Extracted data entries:
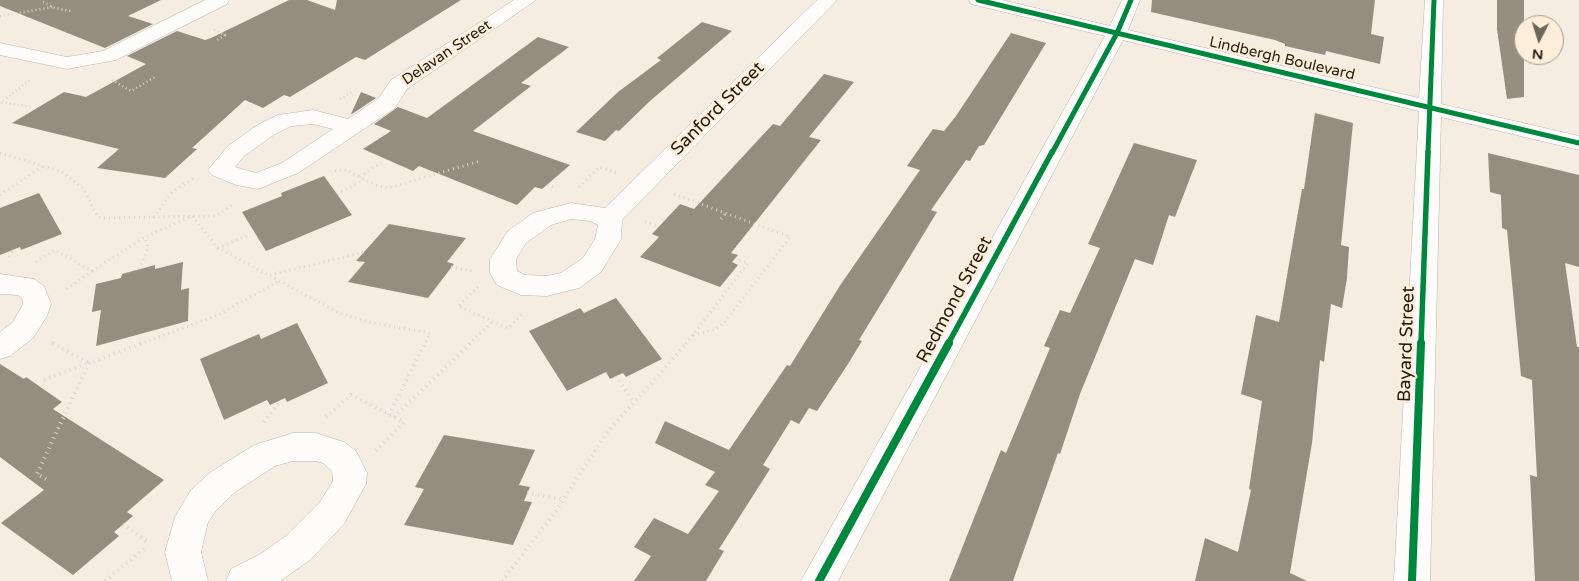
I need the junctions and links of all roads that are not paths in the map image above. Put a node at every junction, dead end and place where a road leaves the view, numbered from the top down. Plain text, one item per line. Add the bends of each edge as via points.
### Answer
1 (220, 0) edge
2 (527, 0) edge
3 (828, 0) edge
4 (978, 0) edge
5 (1131, 0) edge
6 (1434, 0) edge
7 (1117, 33) junction
8 (0, 49) edge
9 (1431, 108) junction
10 (347, 128) junction
11 (1579, 143) edge
12 (608, 219) dead end
13 (0, 284) edge
14 (0, 348) edge
15 (190, 581) edge
16 (244, 581) edge
17 (819, 581) edge
18 (1412, 581) edge

1 - 8 street via 109,56 67,63
2 - 10 street, Delavan Street via 399,85 387,103
3 - 12 street, Sanford Street
4 - 7 street, Lindbergh Boulevard
5 - 7 street, Redmond Street
6 - 9 street, Bayard Street
7 - 9 street, Lindbergh Boulevard
7 - 17 street, Redmond Street
9 - 11 street, Lindbergh Boulevard
9 - 18 street, Bayard Street
10 - 10 street, Delavan Street via 313,118 286,120 236,151 220,170 245,180 265,180 290,168
13 - 14 street via 24,286 34,293 37,304 34,316 23,330
15 - 16 street via 183,552 192,517 223,482 265,455 293,447 316,447 333,452 344,461 350,473 346,491 332,513 298,548 275,565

## Task brief
Print all the records exactly, minus any images.

## Task solution
I need the junctions and links of all roads that are not paths in the map image above. Put a node at every junction, dead end and place where a road leaves the view, numbered from the top down. Plain text, one item per line. Add the bends of each edge as via points.
### Answer
1 (220, 0) edge
2 (527, 0) edge
3 (828, 0) edge
4 (978, 0) edge
5 (1131, 0) edge
6 (1434, 0) edge
7 (1117, 33) junction
8 (0, 49) edge
9 (1431, 108) junction
10 (347, 128) junction
11 (1579, 143) edge
12 (608, 219) dead end
13 (0, 284) edge
14 (0, 348) edge
15 (190, 581) edge
16 (244, 581) edge
17 (819, 581) edge
18 (1412, 581) edge

1 - 8 street via 109,56 67,63
2 - 10 street, Delavan Street via 399,85 387,103
3 - 12 street, Sanford Street
4 - 7 street, Lindbergh Boulevard
5 - 7 street, Redmond Street
6 - 9 street, Bayard Street
7 - 9 street, Lindbergh Boulevard
7 - 17 street, Redmond Street
9 - 11 street, Lindbergh Boulevard
9 - 18 street, Bayard Street
10 - 10 street, Delavan Street via 313,118 286,120 236,151 220,170 245,180 265,180 290,168
13 - 14 street via 24,286 34,293 37,304 34,316 23,330
15 - 16 street via 183,552 192,517 223,482 265,455 293,447 316,447 333,452 344,461 350,473 346,491 332,513 298,548 275,565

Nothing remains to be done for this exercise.